■ Task requirements ■
The records below are to be quoted in full; please keep every word exact.

[Collected data]
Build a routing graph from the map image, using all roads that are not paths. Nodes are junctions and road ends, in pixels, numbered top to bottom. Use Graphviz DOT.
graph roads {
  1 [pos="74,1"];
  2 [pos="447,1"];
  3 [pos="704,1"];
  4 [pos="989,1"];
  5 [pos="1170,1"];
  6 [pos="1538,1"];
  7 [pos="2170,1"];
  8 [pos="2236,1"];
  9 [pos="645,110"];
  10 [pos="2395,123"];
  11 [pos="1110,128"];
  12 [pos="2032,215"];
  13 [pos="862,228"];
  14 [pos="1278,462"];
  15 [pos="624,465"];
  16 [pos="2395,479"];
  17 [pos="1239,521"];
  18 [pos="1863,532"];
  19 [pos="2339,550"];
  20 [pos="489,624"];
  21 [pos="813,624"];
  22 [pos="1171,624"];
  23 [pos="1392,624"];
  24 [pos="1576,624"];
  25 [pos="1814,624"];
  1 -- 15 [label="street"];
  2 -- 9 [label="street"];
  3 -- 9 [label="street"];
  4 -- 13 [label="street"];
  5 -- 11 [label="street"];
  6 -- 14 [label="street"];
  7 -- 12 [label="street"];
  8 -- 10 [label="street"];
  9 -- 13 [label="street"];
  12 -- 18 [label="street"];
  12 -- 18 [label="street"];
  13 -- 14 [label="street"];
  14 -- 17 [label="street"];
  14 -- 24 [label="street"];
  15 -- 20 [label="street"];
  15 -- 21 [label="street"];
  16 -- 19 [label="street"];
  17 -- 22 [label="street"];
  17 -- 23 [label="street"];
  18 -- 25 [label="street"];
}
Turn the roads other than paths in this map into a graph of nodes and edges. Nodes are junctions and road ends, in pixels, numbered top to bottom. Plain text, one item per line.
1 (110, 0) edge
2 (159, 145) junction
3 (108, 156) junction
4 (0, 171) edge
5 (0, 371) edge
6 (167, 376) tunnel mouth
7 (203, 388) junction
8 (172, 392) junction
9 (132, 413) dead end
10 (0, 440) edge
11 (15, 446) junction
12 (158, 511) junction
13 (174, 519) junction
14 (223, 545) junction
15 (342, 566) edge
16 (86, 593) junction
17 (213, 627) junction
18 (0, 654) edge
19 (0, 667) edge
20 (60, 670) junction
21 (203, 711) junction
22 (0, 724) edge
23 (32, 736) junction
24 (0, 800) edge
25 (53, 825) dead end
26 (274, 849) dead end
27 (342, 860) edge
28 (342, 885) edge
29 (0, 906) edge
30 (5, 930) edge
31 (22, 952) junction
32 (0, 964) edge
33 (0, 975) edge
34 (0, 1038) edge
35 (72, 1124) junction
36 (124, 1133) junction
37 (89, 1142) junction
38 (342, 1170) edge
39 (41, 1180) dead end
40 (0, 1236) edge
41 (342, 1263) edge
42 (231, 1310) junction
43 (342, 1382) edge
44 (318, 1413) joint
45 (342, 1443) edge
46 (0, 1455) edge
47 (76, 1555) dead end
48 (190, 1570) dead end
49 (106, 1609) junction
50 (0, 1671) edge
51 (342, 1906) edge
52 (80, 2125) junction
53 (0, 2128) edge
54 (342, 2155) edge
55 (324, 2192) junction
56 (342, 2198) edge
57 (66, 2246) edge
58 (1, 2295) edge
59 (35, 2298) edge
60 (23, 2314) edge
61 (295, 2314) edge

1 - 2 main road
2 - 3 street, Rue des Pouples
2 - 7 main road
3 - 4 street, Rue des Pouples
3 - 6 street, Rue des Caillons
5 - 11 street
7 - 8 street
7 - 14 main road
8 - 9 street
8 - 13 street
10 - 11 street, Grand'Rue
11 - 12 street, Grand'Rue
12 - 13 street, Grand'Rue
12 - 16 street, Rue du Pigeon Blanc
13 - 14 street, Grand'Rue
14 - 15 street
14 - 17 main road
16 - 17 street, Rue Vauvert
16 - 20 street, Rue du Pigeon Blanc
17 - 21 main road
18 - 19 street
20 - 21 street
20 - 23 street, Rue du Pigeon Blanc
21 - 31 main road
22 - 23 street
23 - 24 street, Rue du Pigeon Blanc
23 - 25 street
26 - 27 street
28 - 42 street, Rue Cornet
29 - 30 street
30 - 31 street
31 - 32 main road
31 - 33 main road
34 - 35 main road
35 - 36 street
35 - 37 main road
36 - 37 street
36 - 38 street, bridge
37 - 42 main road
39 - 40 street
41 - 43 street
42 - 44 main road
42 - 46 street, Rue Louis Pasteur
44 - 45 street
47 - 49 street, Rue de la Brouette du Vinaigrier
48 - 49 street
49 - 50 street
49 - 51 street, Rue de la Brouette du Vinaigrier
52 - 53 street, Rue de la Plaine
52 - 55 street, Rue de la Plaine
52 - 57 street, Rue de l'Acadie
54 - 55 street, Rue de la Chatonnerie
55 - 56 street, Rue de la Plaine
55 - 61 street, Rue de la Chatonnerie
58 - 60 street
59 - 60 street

■ Result ■
Build a routing graph from the map image, using all roads that are not paths. Nodes are junctions and road ends, in pixels, numbered top to bottom. Use Graphviz DOT.
graph roads {
  1 [pos="74,1"];
  2 [pos="447,1"];
  3 [pos="704,1"];
  4 [pos="989,1"];
  5 [pos="1170,1"];
  6 [pos="1538,1"];
  7 [pos="2170,1"];
  8 [pos="2236,1"];
  9 [pos="645,110"];
  10 [pos="2395,123"];
  11 [pos="1110,128"];
  12 [pos="2032,215"];
  13 [pos="862,228"];
  14 [pos="1278,462"];
  15 [pos="624,465"];
  16 [pos="2395,479"];
  17 [pos="1239,521"];
  18 [pos="1863,532"];
  19 [pos="2339,550"];
  20 [pos="489,624"];
  21 [pos="813,624"];
  22 [pos="1171,624"];
  23 [pos="1392,624"];
  24 [pos="1576,624"];
  25 [pos="1814,624"];
  1 -- 15 [label="street"];
  2 -- 9 [label="street"];
  3 -- 9 [label="street"];
  4 -- 13 [label="street"];
  5 -- 11 [label="street"];
  6 -- 14 [label="street"];
  7 -- 12 [label="street"];
  8 -- 10 [label="street"];
  9 -- 13 [label="street"];
  12 -- 18 [label="street"];
  12 -- 18 [label="street"];
  13 -- 14 [label="street"];
  14 -- 17 [label="street"];
  14 -- 24 [label="street"];
  15 -- 20 [label="street"];
  15 -- 21 [label="street"];
  16 -- 19 [label="street"];
  17 -- 22 [label="street"];
  17 -- 23 [label="street"];
  18 -- 25 [label="street"];
}
Turn the roads other than paths in this map into a graph of nodes and edges. Nodes are junctions and road ends, in pixels, numbered top to bottom. Plain text, one item per line.
1 (110, 0) edge
2 (159, 145) junction
3 (108, 156) junction
4 (0, 171) edge
5 (0, 371) edge
6 (167, 376) tunnel mouth
7 (203, 388) junction
8 (172, 392) junction
9 (132, 413) dead end
10 (0, 440) edge
11 (15, 446) junction
12 (158, 511) junction
13 (174, 519) junction
14 (223, 545) junction
15 (342, 566) edge
16 (86, 593) junction
17 (213, 627) junction
18 (0, 654) edge
19 (0, 667) edge
20 (60, 670) junction
21 (203, 711) junction
22 (0, 724) edge
23 (32, 736) junction
24 (0, 800) edge
25 (53, 825) dead end
26 (274, 849) dead end
27 (342, 860) edge
28 (342, 885) edge
29 (0, 906) edge
30 (5, 930) edge
31 (22, 952) junction
32 (0, 964) edge
33 (0, 975) edge
34 (0, 1038) edge
35 (72, 1124) junction
36 (124, 1133) junction
37 (89, 1142) junction
38 (342, 1170) edge
39 (41, 1180) dead end
40 (0, 1236) edge
41 (342, 1263) edge
42 (231, 1310) junction
43 (342, 1382) edge
44 (318, 1413) joint
45 (342, 1443) edge
46 (0, 1455) edge
47 (76, 1555) dead end
48 (190, 1570) dead end
49 (106, 1609) junction
50 (0, 1671) edge
51 (342, 1906) edge
52 (80, 2125) junction
53 (0, 2128) edge
54 (342, 2155) edge
55 (324, 2192) junction
56 (342, 2198) edge
57 (66, 2246) edge
58 (1, 2295) edge
59 (35, 2298) edge
60 (23, 2314) edge
61 (295, 2314) edge

1 - 2 main road
2 - 3 street, Rue des Pouples
2 - 7 main road
3 - 4 street, Rue des Pouples
3 - 6 street, Rue des Caillons
5 - 11 street
7 - 8 street
7 - 14 main road
8 - 9 street
8 - 13 street
10 - 11 street, Grand'Rue
11 - 12 street, Grand'Rue
12 - 13 street, Grand'Rue
12 - 16 street, Rue du Pigeon Blanc
13 - 14 street, Grand'Rue
14 - 15 street
14 - 17 main road
16 - 17 street, Rue Vauvert
16 - 20 street, Rue du Pigeon Blanc
17 - 21 main road
18 - 19 street
20 - 21 street
20 - 23 street, Rue du Pigeon Blanc
21 - 31 main road
22 - 23 street
23 - 24 street, Rue du Pigeon Blanc
23 - 25 street
26 - 27 street
28 - 42 street, Rue Cornet
29 - 30 street
30 - 31 street
31 - 32 main road
31 - 33 main road
34 - 35 main road
35 - 36 street
35 - 37 main road
36 - 37 street
36 - 38 street, bridge
37 - 42 main road
39 - 40 street
41 - 43 street
42 - 44 main road
42 - 46 street, Rue Louis Pasteur
44 - 45 street
47 - 49 street, Rue de la Brouette du Vinaigrier
48 - 49 street
49 - 50 street
49 - 51 street, Rue de la Brouette du Vinaigrier
52 - 53 street, Rue de la Plaine
52 - 55 street, Rue de la Plaine
52 - 57 street, Rue de l'Acadie
54 - 55 street, Rue de la Chatonnerie
55 - 56 street, Rue de la Plaine
55 - 61 street, Rue de la Chatonnerie
58 - 60 street
59 - 60 street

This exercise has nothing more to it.